ETS Tests the Waters of Investing in Education Technology Startups


ETS Tests the Waters of Investing in Education Technology Startups

By Tony Wan     Feb 5, 2019

ETS Tests the Waters of Investing in Education Technology Startups

The world’s biggest private nonprofit test maker is dipping its toes into the world of education technology investments.

ETS (short for Educational Testing Service) recently invested in two startups—Knack and NurseDash—in partnership with Village Capital, an early-stage venture capital firm that aims to support social-impact entrepreneurs. Each company received $75,000 from Village Capital and $50,000 from ETS.

At a time when startups are raising megarounds, those amounts may seem like a paltry figure. But according to ETS, this marks the first time in its 72-year history that it has invested directly in education startups outside of its core business line, says Scott Weaver, its chief strategy officer, in a prepared statement.

ETS is best known for offering assessments like the GRE and TOEFL exams. It also administers tests on behalf of other organizations including College Board, which contracts with ETS to deliver the SAT and Advanced Placement tests. And ETS contracts with OECD, which creates the global education assessment benchmark test known as PISA.

With more than $1.3 billion in revenues in 2017, ETS claims to be the largest assessment provider in the world, involved in delivering more than 50 million tests across over 180 countries every year.

Knack and NurseDash aren’t the first edtech deals for ETS, however. It bought Edusoft, an English language-learning tool, in 2011 and purchased assessment provider Questar for $127.5 million in 2017.

What’s different now, says ETS’ Director of Enterprise Growth Amy Tevere, is that those pair of acquisitions “were strategically oriented and closely connected to our core business.” The recent investments in Knack and NurseDash, she explains, is part of the group’s efforts to reach beyond and partner with startups in other educational markets.

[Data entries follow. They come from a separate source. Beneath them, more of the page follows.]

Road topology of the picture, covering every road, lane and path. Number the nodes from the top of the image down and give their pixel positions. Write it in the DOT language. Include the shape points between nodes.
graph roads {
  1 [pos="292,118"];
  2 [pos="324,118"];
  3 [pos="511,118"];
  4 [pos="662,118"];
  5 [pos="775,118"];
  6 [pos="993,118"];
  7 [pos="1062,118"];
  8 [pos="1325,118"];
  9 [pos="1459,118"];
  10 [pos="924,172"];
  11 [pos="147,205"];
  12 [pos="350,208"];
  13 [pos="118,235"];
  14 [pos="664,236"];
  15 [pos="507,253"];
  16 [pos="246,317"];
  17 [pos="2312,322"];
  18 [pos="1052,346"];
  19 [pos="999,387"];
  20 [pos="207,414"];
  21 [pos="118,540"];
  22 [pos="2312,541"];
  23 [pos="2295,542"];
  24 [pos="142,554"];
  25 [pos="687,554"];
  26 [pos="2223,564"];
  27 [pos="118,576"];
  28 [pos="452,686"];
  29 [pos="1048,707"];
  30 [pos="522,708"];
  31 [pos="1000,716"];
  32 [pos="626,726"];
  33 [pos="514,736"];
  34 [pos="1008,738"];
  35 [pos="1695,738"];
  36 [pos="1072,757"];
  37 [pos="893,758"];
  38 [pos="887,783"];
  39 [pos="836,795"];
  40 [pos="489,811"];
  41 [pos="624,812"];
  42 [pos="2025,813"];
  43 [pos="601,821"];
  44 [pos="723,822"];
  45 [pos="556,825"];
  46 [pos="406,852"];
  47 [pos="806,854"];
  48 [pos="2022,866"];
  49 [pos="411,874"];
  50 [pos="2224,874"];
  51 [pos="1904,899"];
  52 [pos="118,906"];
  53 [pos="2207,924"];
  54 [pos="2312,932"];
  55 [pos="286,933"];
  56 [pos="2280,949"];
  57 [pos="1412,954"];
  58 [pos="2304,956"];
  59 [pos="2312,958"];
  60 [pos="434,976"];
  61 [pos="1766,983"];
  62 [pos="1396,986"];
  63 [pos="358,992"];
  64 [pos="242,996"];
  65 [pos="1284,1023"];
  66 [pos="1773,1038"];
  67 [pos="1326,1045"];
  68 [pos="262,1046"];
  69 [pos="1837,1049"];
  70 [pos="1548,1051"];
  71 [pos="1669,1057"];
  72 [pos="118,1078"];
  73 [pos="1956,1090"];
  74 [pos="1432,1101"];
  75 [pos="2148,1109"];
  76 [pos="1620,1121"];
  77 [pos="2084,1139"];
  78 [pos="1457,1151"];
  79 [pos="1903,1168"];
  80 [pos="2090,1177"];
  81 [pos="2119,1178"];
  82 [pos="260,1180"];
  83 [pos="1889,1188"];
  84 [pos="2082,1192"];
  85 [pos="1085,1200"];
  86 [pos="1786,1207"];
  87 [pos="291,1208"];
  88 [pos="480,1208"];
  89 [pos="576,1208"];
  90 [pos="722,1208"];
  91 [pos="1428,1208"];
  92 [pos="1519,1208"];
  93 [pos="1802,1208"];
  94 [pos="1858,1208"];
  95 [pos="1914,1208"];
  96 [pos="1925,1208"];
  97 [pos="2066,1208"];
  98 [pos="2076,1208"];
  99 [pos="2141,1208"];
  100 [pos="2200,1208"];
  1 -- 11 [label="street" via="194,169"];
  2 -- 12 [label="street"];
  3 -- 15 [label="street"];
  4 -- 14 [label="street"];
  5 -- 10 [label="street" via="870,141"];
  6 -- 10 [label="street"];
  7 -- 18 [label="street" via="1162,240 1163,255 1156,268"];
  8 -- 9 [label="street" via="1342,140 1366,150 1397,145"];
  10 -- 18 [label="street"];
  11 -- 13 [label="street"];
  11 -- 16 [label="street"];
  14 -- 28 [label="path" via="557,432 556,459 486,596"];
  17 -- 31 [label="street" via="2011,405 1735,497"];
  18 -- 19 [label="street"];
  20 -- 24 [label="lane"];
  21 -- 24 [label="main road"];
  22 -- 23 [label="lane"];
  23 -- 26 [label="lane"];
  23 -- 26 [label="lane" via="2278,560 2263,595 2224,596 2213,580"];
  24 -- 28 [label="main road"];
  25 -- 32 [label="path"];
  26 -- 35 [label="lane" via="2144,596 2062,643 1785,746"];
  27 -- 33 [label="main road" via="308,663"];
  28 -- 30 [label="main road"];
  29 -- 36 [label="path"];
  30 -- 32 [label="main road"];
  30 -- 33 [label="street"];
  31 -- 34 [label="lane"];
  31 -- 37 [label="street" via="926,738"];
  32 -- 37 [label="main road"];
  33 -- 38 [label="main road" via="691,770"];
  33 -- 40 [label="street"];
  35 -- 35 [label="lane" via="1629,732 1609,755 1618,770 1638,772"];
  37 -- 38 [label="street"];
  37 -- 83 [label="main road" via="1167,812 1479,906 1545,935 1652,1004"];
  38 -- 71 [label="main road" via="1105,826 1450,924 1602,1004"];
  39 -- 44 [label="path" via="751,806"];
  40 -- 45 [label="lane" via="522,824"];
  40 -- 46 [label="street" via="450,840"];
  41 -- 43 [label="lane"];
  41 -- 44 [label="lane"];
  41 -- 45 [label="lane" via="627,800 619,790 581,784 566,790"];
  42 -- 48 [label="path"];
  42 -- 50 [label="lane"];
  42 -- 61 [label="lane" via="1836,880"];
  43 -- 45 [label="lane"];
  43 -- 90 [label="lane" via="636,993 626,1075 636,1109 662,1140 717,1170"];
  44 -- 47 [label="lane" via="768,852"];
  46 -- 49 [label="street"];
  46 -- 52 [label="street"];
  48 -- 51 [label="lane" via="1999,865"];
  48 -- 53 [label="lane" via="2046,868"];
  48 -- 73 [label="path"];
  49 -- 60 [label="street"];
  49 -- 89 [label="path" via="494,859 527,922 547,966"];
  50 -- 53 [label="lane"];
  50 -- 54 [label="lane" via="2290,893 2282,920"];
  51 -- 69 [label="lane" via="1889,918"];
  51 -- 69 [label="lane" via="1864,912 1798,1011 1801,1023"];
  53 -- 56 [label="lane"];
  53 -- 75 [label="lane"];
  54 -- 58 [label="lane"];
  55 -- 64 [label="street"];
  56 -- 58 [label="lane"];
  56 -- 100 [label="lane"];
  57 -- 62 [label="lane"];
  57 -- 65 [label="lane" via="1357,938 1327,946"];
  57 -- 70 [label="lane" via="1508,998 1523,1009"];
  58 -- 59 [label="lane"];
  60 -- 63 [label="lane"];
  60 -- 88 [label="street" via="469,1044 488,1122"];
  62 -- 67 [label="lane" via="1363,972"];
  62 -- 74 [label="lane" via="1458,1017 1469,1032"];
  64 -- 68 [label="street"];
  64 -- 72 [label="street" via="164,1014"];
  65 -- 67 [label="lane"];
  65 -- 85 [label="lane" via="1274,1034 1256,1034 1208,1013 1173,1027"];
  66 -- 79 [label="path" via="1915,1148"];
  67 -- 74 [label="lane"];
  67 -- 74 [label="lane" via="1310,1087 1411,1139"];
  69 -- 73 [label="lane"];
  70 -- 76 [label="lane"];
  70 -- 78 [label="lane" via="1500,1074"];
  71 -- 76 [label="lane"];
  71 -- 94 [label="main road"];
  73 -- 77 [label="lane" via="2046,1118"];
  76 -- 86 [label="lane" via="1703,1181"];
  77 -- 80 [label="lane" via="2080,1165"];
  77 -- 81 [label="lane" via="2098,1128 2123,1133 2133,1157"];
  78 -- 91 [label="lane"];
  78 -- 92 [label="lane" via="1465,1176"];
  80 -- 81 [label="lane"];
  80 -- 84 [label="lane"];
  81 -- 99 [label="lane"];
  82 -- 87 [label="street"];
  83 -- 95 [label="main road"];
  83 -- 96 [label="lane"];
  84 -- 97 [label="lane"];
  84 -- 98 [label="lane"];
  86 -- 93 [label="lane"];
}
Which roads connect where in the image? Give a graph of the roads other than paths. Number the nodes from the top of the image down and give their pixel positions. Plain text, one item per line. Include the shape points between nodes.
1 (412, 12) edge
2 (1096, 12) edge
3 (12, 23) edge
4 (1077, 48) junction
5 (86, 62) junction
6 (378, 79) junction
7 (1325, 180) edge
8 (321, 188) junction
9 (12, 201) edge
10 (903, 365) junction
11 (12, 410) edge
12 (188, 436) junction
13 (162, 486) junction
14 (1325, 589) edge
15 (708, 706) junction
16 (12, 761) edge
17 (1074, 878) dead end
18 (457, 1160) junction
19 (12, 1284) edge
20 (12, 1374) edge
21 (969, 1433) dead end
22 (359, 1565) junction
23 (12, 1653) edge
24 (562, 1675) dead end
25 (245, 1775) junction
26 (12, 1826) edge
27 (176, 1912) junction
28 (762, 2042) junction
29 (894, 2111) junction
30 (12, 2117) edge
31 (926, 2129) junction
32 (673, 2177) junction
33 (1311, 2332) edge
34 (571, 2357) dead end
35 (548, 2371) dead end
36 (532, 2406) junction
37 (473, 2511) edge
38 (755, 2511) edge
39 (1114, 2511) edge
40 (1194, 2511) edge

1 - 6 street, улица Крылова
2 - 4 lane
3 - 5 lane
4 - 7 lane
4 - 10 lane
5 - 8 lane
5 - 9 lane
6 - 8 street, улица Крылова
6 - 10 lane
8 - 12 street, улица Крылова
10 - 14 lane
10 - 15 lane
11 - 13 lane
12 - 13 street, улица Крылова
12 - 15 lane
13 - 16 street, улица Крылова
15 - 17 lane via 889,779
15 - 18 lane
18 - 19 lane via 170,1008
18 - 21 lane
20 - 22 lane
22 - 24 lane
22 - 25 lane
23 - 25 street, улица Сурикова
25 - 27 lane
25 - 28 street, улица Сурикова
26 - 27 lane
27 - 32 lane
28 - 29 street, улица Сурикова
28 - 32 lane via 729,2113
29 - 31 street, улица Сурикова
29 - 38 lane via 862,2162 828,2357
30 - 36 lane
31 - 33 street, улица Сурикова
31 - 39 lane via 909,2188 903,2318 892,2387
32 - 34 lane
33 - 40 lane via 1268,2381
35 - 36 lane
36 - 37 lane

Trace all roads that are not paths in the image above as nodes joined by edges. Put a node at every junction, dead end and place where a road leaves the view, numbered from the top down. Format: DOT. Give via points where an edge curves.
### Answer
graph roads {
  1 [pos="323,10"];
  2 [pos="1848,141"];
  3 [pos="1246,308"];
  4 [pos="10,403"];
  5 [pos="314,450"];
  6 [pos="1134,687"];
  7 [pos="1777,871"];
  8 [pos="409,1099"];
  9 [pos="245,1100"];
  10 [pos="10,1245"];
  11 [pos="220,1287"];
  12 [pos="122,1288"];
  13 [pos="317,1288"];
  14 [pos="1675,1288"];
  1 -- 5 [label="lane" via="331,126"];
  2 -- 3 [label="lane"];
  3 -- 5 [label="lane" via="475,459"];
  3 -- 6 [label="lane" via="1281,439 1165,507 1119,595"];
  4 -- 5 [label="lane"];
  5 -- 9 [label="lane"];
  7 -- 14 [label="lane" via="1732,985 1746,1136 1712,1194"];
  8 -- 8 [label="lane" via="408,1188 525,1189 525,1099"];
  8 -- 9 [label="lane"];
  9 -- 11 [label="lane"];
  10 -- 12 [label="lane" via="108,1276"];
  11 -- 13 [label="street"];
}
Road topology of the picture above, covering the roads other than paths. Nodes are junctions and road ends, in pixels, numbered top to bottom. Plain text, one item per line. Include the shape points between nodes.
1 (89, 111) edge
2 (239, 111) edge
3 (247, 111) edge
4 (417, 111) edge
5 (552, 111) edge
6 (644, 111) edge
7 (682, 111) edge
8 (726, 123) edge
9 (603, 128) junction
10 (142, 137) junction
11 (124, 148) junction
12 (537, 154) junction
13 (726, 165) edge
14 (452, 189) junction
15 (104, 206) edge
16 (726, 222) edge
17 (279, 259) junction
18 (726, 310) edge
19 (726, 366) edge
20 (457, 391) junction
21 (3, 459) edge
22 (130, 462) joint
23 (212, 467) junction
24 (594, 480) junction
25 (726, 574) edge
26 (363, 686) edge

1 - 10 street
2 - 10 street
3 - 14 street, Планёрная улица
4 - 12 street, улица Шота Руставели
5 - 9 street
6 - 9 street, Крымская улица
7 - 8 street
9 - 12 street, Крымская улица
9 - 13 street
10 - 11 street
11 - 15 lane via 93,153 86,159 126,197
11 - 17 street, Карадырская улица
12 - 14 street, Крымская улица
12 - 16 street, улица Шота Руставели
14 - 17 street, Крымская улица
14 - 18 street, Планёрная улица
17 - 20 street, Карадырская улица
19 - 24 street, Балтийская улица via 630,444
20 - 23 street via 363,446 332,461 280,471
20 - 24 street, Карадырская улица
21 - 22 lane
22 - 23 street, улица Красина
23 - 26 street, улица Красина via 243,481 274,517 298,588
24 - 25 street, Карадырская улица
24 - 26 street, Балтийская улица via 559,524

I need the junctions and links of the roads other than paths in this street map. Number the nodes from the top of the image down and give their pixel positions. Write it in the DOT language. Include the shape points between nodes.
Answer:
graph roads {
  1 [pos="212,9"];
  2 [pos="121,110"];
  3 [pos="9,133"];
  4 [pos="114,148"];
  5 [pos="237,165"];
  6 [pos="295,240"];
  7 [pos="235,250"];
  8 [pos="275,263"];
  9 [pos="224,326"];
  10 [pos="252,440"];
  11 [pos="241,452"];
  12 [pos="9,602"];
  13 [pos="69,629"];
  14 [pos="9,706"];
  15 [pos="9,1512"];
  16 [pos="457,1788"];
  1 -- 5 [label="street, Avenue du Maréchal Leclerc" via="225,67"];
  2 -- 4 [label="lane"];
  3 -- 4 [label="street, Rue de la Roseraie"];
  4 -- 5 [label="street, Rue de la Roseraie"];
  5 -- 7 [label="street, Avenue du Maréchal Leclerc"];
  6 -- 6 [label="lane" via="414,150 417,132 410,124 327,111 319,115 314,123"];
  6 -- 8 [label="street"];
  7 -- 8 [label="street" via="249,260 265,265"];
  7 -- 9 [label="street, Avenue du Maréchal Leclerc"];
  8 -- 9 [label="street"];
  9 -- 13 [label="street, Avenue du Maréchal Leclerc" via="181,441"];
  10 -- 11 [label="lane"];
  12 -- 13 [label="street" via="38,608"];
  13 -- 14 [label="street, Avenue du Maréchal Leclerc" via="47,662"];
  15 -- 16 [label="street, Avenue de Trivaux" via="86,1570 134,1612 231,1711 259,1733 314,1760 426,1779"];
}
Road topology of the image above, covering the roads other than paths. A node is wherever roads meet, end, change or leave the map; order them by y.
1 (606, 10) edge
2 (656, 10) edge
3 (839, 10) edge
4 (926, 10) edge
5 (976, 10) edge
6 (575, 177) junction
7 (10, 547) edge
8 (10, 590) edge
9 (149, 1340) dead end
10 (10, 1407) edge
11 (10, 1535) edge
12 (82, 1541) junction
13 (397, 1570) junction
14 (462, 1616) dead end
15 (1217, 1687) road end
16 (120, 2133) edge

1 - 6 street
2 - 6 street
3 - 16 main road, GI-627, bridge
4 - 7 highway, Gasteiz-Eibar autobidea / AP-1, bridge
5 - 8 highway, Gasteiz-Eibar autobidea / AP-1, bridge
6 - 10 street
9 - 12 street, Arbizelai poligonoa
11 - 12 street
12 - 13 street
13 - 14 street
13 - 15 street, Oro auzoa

These deals may just be the start of further investments down the road. “In recent years we’ve wanted to look at some inorganic growth opportunities, and so we’ve looked at accelerators to get in touch with what entrepreneurs and startups are working on,” she tells EdSurge. ETS’ investment focus, she adds, is on “working with lifelong learners on their various educational journeys, and looking at where the market is going to help solve their problems.”

One of these problems that ETS has identified—and invested in—has been popular among the edtech industry and its investors: Knack, based in Tampa, Fla. offers an online marketplace that connects tutor with students. Houston-based NurseDash is tackling a more niche market, offering a platform that connects nurses and medical facilities. Its goal is to help hospitals find nurses on demand, and to provide clinicians with more flexibility over their shifts.

These two companies were identified through a competition that Village Capital has organized since 2009. The pair bested ten other education startups that were part of the Education US: 2018 challenge, which is Village Capital’s fourth U.S.-based program for seed-stage startups in education.

The four-month program is unique in that it offers participating startups a series of industry-specific mentorship and workshops, and each company picks among their peers the two that will win the investments. To date, Village Capital has invested in more than 102 deals through this peer-selected model—including 14 edtech startups—and claims more than 90 percent of its overall portfolio companies are still around.

In addition to partnering with Village Capital to make this pair of investments, ETS has also provided financial support to LearnLaunch, a Boston-based accelerator program that provides funding and mentorship to early-stage edtech startups.

Yet ETS is not the only three-letter testmaker to make edtech investments. ACT, best known for its eponymous college-admissions test that many consider an alternative (or competitor) to the SAT, has been aggressively pursuing edtech deals. Since 2015 it has invested in or acquired more than a dozen educational organizations, including an edtech venture capital firm.